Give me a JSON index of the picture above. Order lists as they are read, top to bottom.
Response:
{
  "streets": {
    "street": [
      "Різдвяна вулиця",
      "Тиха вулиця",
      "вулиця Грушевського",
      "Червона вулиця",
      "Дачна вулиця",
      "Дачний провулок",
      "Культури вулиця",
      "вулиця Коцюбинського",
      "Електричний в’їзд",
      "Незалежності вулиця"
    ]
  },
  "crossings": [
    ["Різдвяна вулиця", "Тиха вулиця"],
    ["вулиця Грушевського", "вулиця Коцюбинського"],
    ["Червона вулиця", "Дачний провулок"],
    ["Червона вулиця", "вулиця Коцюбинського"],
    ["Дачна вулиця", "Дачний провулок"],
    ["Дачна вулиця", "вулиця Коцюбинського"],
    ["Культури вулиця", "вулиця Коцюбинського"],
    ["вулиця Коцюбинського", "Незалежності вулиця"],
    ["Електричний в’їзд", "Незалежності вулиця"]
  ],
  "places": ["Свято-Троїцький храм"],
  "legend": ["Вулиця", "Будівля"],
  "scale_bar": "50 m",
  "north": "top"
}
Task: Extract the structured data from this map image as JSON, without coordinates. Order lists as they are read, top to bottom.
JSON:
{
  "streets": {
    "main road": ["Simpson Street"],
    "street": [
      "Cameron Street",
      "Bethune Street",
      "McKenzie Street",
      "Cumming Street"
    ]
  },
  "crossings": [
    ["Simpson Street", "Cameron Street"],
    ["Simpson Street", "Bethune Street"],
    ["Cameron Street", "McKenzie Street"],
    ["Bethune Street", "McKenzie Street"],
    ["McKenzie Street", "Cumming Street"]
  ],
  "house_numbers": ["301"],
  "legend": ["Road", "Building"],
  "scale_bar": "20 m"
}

- - - - -

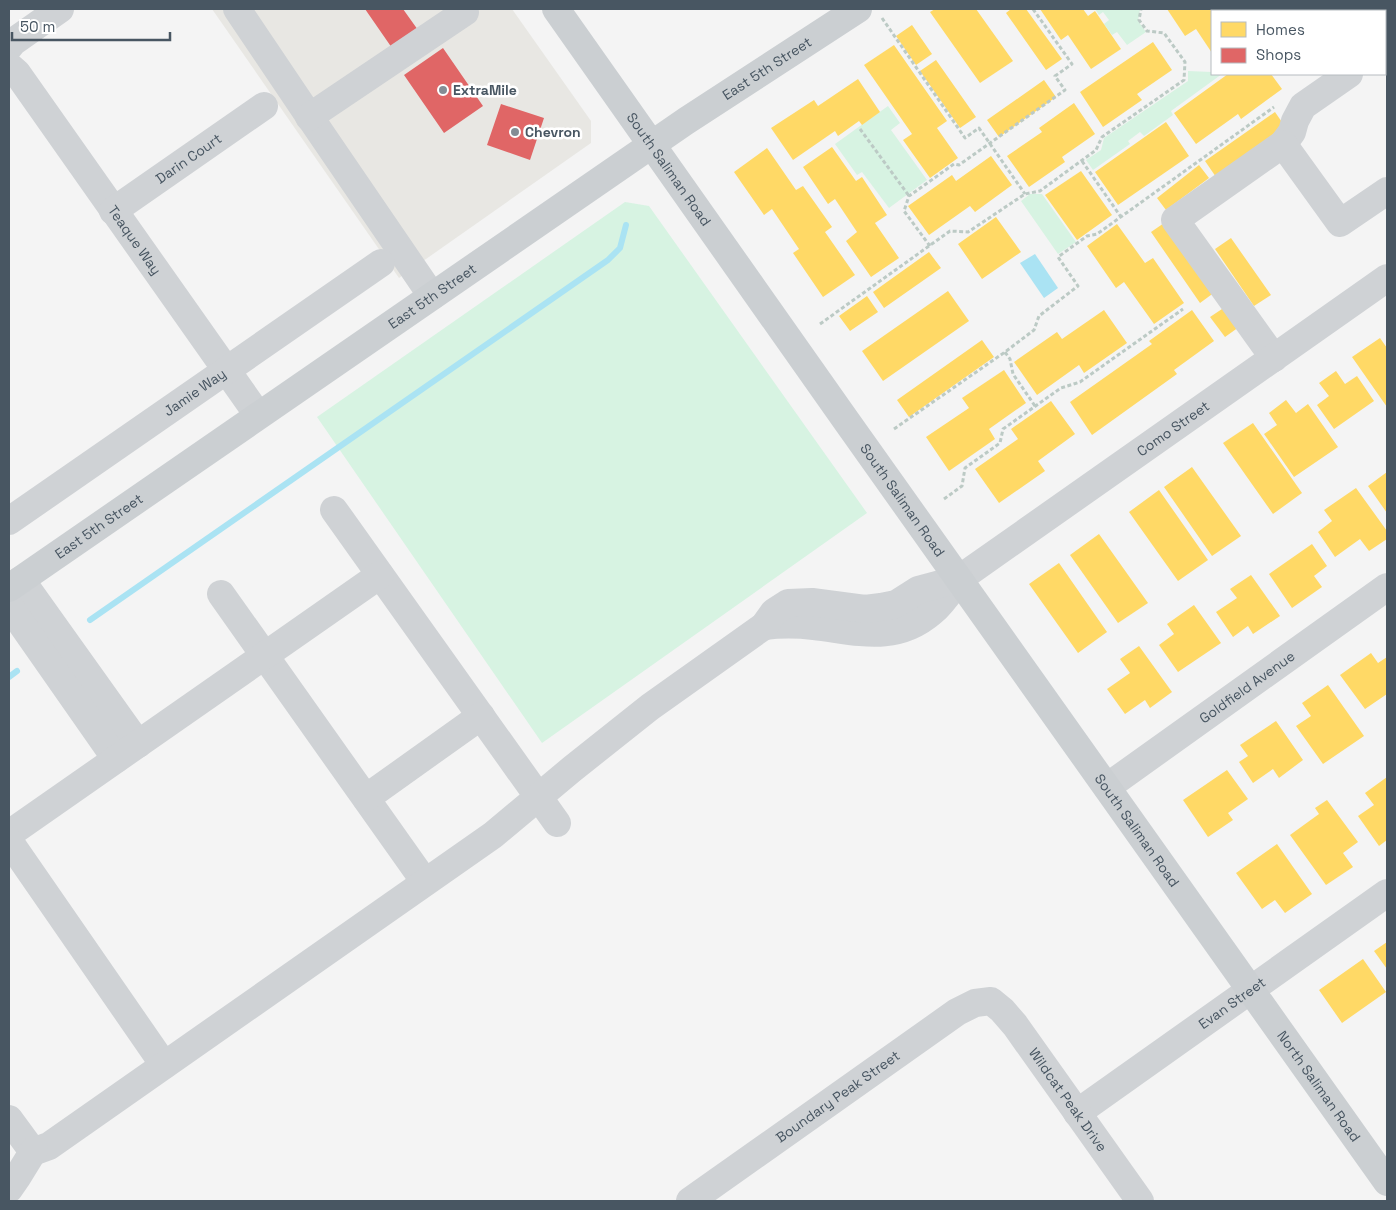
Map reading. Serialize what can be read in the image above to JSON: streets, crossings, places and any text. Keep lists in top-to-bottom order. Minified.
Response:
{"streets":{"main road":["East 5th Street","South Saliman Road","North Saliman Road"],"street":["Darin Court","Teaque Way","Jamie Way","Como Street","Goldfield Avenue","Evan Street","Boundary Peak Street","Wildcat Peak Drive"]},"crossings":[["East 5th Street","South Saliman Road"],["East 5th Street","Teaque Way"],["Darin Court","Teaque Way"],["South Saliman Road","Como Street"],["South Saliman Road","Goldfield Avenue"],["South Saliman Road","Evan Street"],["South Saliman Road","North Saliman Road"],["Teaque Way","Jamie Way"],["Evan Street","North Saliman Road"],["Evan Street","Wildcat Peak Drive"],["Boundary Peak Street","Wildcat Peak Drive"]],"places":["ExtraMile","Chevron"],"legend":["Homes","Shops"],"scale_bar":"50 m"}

- - - - -

# Instructions for the task
The required answer is each line of the entries containing the string "image".

# Expected answer
Task: Extract the structured data from this map image as JSON, without coordinates. Order lists as they are read, top to bottom.
Map reading. Serialize what can be read in the image above to JSON: streets, crossings, places and any text. Keep lists in top-to-bottom order. Minified.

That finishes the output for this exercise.